Morning Coffee: The unusual British woman in the shadows at Citadel. David Solomon's disappearing bonus
When Goldman Sachs came through the financial crisis of 2008 with losses far smaller than those of rival banks, it was the firm's risk management system - SecDb (Securities DataBase) that was held accountable. While other banks struggled to establish their risk exposure, SecDb was special because it gave Goldman's risk managers an instant window into the firm's aggregate exposures. In 2008, no other bank had anything similar, but most have spent the intervening years constructing their own versions of the platform. So too, it seems, have hedge funds - Citadel has a sort of SecDb on steroids, and a British woman is at its helm.

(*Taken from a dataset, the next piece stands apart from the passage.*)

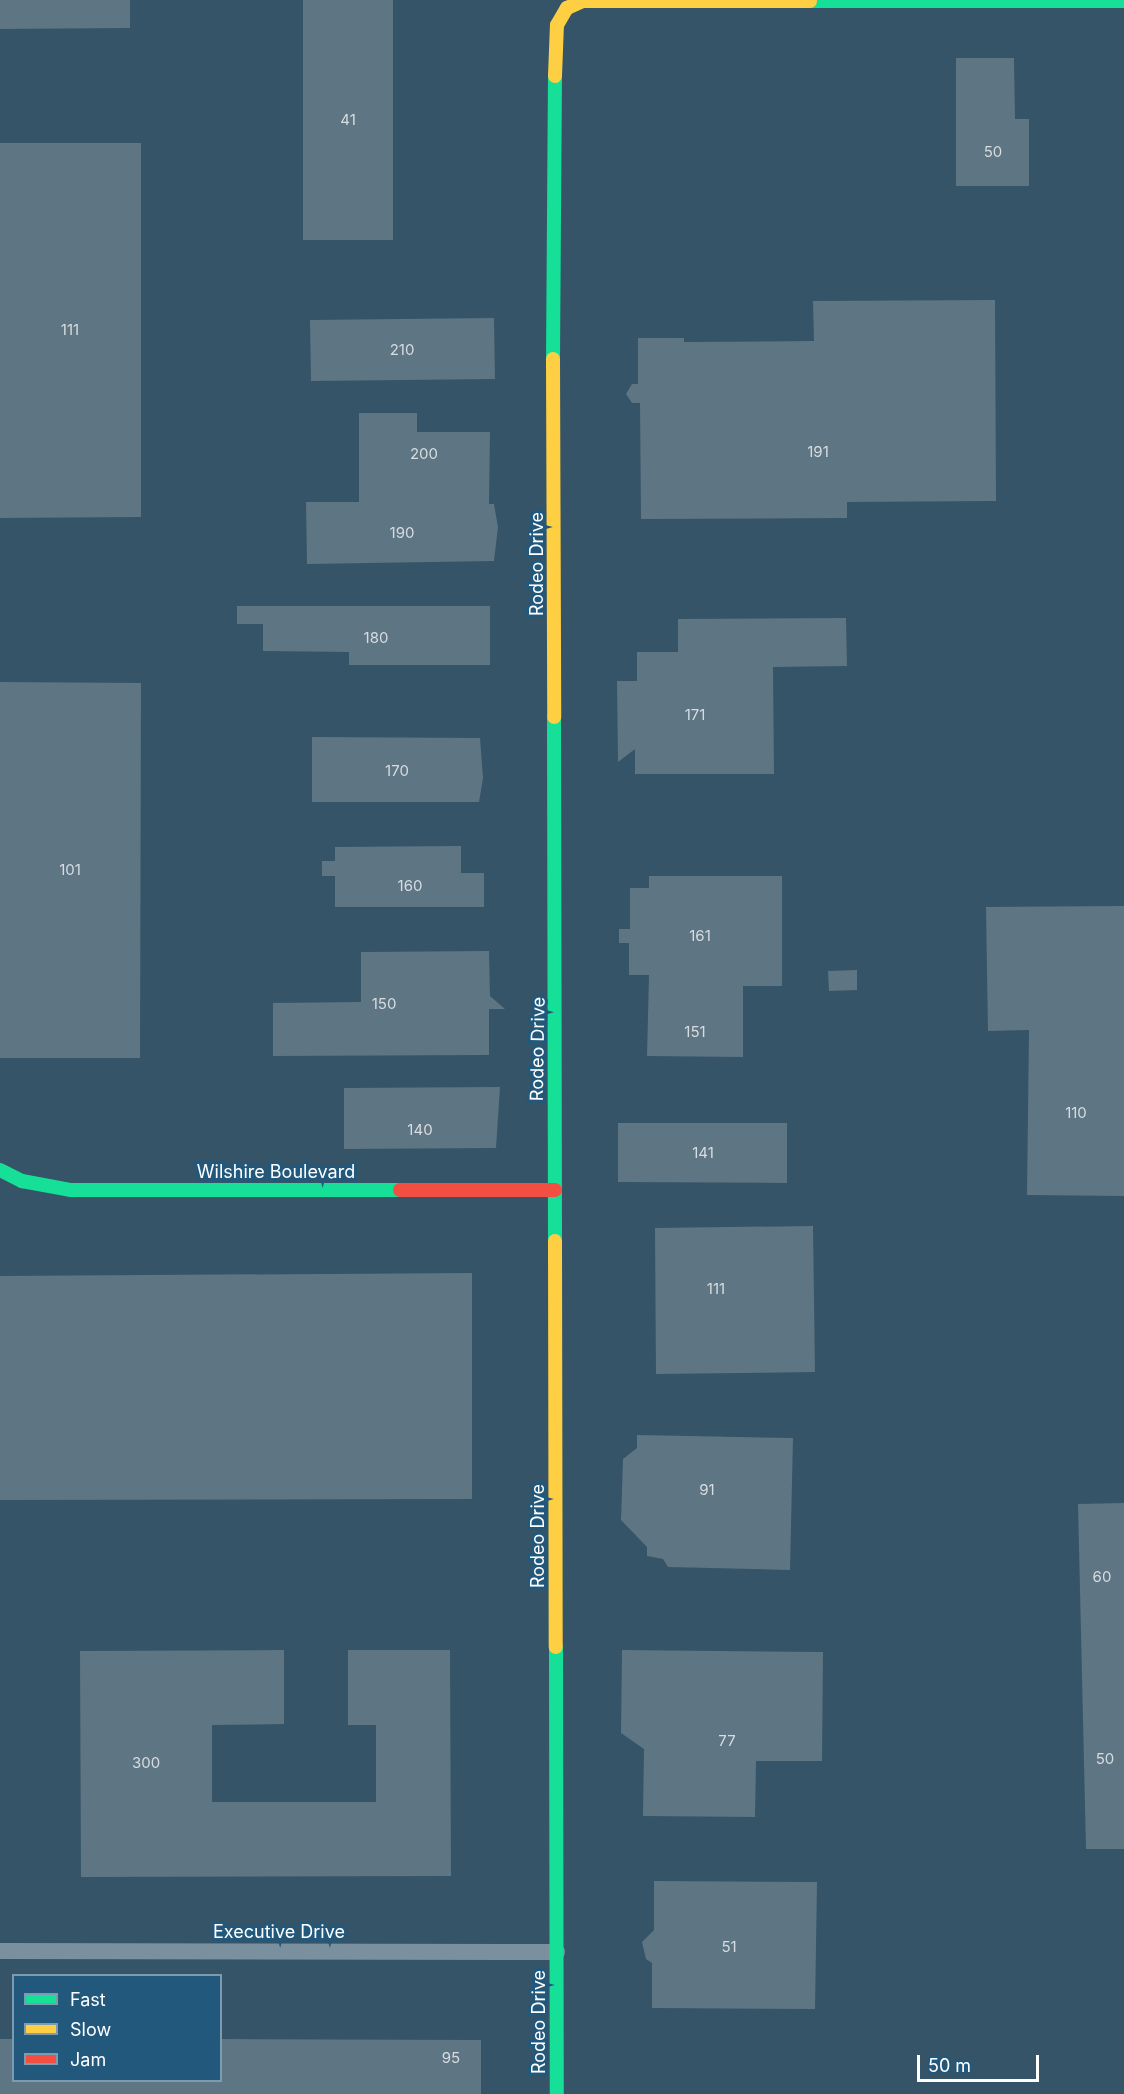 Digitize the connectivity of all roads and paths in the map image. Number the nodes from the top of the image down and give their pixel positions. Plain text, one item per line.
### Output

Joanna Welsh, a 49-year-old Liverpudlian, is chief risk officer at Citadel and was critical to the firm's $16bn in profits for investors last year. As described by Risk Magazine, Welsh runs something called Citadel's Portfolio Construction Group, a 50-person unit that runs Citadel's proprietary risk factor model and that constantly simulates scenarios to establish Citadel's risk exposure. "We can see what might happen to supply and demand in commodities with a regular price shock, say, or with a price shock and a weather move, or with both and an infrastructure problem as well,” Welsh tells Risk.
This requires technology, and it's technology that Welsh has implemented during her five-year tenure at the firm - although not necessarily in the form of cutting-edge AI systems. The way Welsh tells it, success is all about the prosaic tagging of data with metadata so that the system can understand the links between "risk in different dimensions, seamlessly." Even before the invasion of Ukraine, the fund was already considering the implications of a delay to Nord Stream 2, and granular tracking data on commodities supply and demand facilitated modelling of the new situation.
Information about each trade permeates the business, from the portfolio managers to the trade operations professionals responsible for administering the purchase or sale. Big screens help: at its new office at 425 Park Avenue, Citadel will have a 35-foot by 8-foot screen which will show its stress-rest results, performance and risk analytics as a single narrative.
Welsh and her 50-person team are critical to Citadel's success. Welsh works closely with Citadel CEO Ken Griffin, but she doesn't have the sort of bulge bracket bank pedigree that might be expected - after graduating from Oxford University, Welsh worked for Nomura and Commerzbank, before spending nearly 16 years at Tudor, where she was chief risk officer for nearly eight years from 2008.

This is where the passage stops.